What needs to be done:
An exact copy of every record, with no pictures, please.

------------

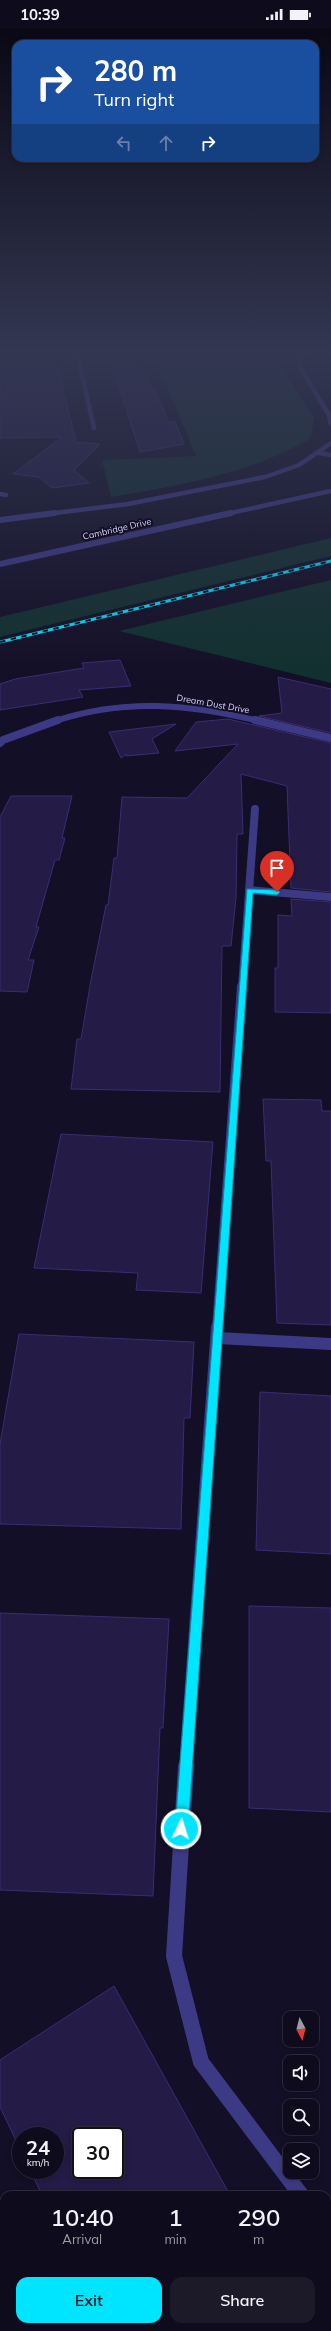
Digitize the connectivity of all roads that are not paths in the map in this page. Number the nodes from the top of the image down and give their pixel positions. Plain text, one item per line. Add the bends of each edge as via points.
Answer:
1 (307, 460) edge
2 (331, 491) edge
3 (0, 520) edge
4 (0, 564) edge
5 (331, 738) edge
6 (0, 743) edge
7 (255, 809) dead end
8 (250, 890) junction
9 (331, 897) edge
10 (217, 1338) junction
11 (331, 1344) edge
12 (298, 2191) edge

1 - 3 street via 265,477 128,504
2 - 4 street, Cambridge Drive
5 - 6 street, Dream Dust Drive via 228,715 173,706 114,707 54,719
7 - 8 street
8 - 9 street
8 - 10 street
10 - 11 street
10 - 12 street via 174,1956 201,2062

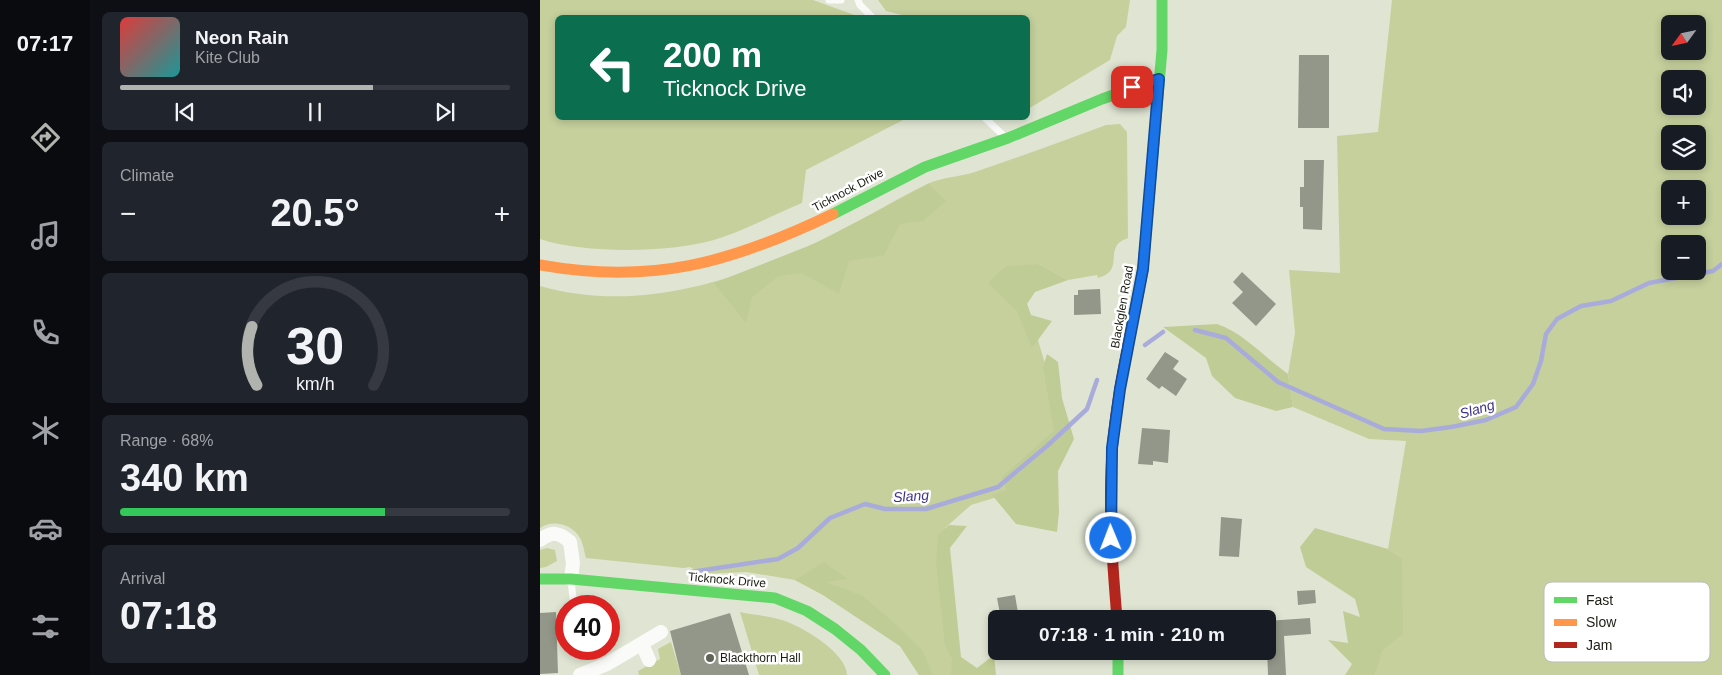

------------

Solution to this problem:
Digitize the connectivity of all roads that are not paths in the map in this page. Number the nodes from the top of the image down and give their pixel positions. Plain text, one item per line. Add the bends of each edge as via points.
Answer:
1 (307, 460) edge
2 (331, 491) edge
3 (0, 520) edge
4 (0, 564) edge
5 (331, 738) edge
6 (0, 743) edge
7 (255, 809) dead end
8 (250, 890) junction
9 (331, 897) edge
10 (217, 1338) junction
11 (331, 1344) edge
12 (298, 2191) edge

1 - 3 street via 265,477 128,504
2 - 4 street, Cambridge Drive
5 - 6 street, Dream Dust Drive via 228,715 173,706 114,707 54,719
7 - 8 street
8 - 9 street
8 - 10 street
10 - 11 street
10 - 12 street via 174,1956 201,2062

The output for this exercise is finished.